Por 100g · Fonte: TACO — NEPA/UNICAMP, 4ª edição
| Nutriente | Por 100g |
|---|---|
| Calorias | 300 kcal |
| Proteína | 8g |
| Carboidrato | 58.6g |
| Gordura | 3.1g |
| Fibra alimentar | 2.3g |
| Vitamina C | 0mg |
| Ferro | 1mg |
| Cálcio | 22mg |
O pão francês (pão de sal, cacetinho, média, filão, conforme a região) é o pão mais popular do Brasil, consumido diariamente por milhões de brasileiros no café da manhã, no lanche e como acompanhamento de refeições. Com cerca de 300 kcal por 100 g (um pão padrão de 50 g tem ~150 kcal), fornece carboidratos (58 g), proteína (8 g) e é enriquecido com ferro e ácido fólico por legislação brasileira. A receita básica é simples: farinha de trigo, água, sal, fermento biológico e um pouco de gordura (banha ou óleo). O resultado é pão de crosta crocante e miolo macio, com sabor neutro que acompanha qualquer recheio ou preparação. O nome pão francês é brasileiro: na França, o equivalente mais próximo seria a baguete, mas o formato e a textura são distintos. O pão francês brasileiro é mais fofo e de crosta menos crocante que a baguete francesa.

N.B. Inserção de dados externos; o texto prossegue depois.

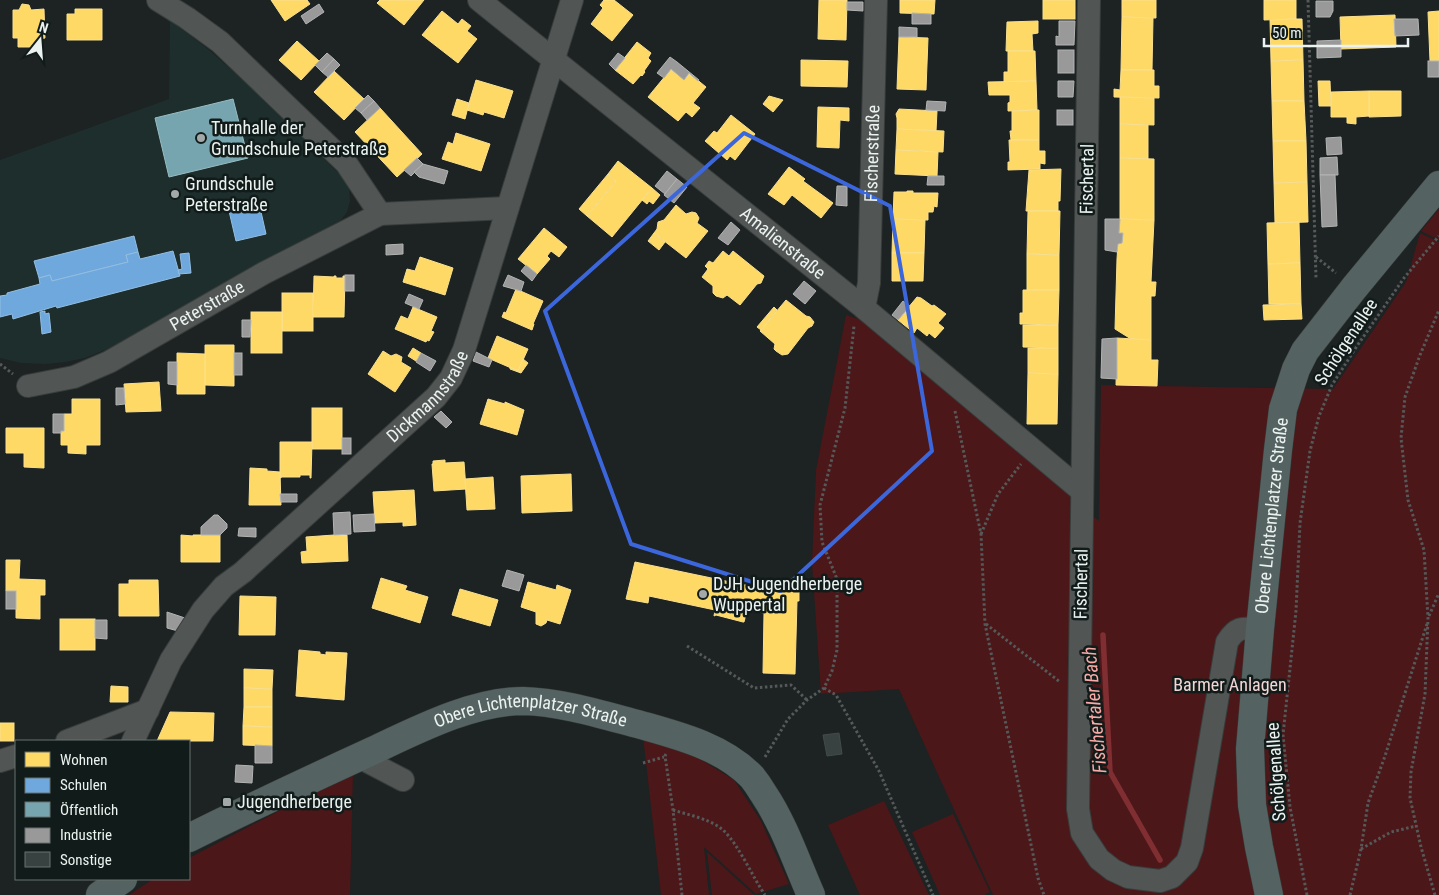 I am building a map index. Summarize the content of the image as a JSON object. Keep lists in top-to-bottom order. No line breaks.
{"streets":{"main road":["Obere Lichtenplatzer Straße"],"street":["Fischerstraße","Fischertal","Amalienstraße","Peterstraße","Dickmannstraße"],"path":["Schölgenallee"]},"crossings":[["Fischerstraße","Amalienstraße"],["Fischertal","Amalienstraße"],["Fischertal","Obere Lichtenplatzer Straße"],["Amalienstraße","Dickmannstraße"],["Peterstraße","Dickmannstraße"]],"water":["Fischertaler Bach"],"parks":["Barmer Anlagen"],"places":{"other":["Turnhalle der Grundschule Peterstraße","Grundschule Peterstraße","DJH Jugendherberge Wuppertal"],"transit":["Jugendherberge"]},"legend":["Wohnen","Schulen","Öffentlich","Industrie","Sonstige"],"scale_bar":"50 m","north":"top"}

Cada região brasileira tem nome diferente: pão francês (Sudeste), pão de sal (Nordeste e Sul), cacetinho (Rio Grande do Sul), média (Paraná), filão (Norte). É o mesmo pão com variações locais mínimas. Nas padarias brasileiras, o pão francês é assado diversas vezes ao dia para ser servido fresco. O pão quentinho saindo do forno é experiência de padaria brasileira que define o ritual do café da manhã: pão francês cortado ao meio com manteiga (na chapa ou não), café com leite e suco de laranja. A padaria de bairro é instituição cultural brasileira onde o pão francês é protagonista. No contexto alimentar, o pão francês é veículo para recheios: manteiga, requeijão, queijo, presunto, mortadela (o sanduíche de mortadela no pão francês é ícone da culinária popular de São Paulo). A qualidade varia entre padarias: as melhores produzem pão de crosta dourada, miolo aerado e sabor equilibrado de fermentação. O pão francês é um dos alimentos mais democráticos do Brasil: acessível, disponível em todo o território, consumido por todas as classes sociais e presente em todas as refeições como base alimentar. A legislação brasileira determina enriquecimento da farinha de trigo com ferro e ácido fólico, o que torna o pão francês veículo de micronutrientes para a população. O custo acessível e o consumo massivo fazem do pão francês o principal alimento enriquecido do Brasil em termos de alcance populacional.
Carboidrato disponível é destaque modesto do pão francês — 58.6g/100g, energia rápida. NÃO é alimento estrela em micronutrientes. É veículo cultural pra ingredientes nutritivos (ovo, queijo, atum). Por si só é baixo em fibra e refinado. Versões fortificadas com ferro/folato (em alguns países) compensam parcialmente.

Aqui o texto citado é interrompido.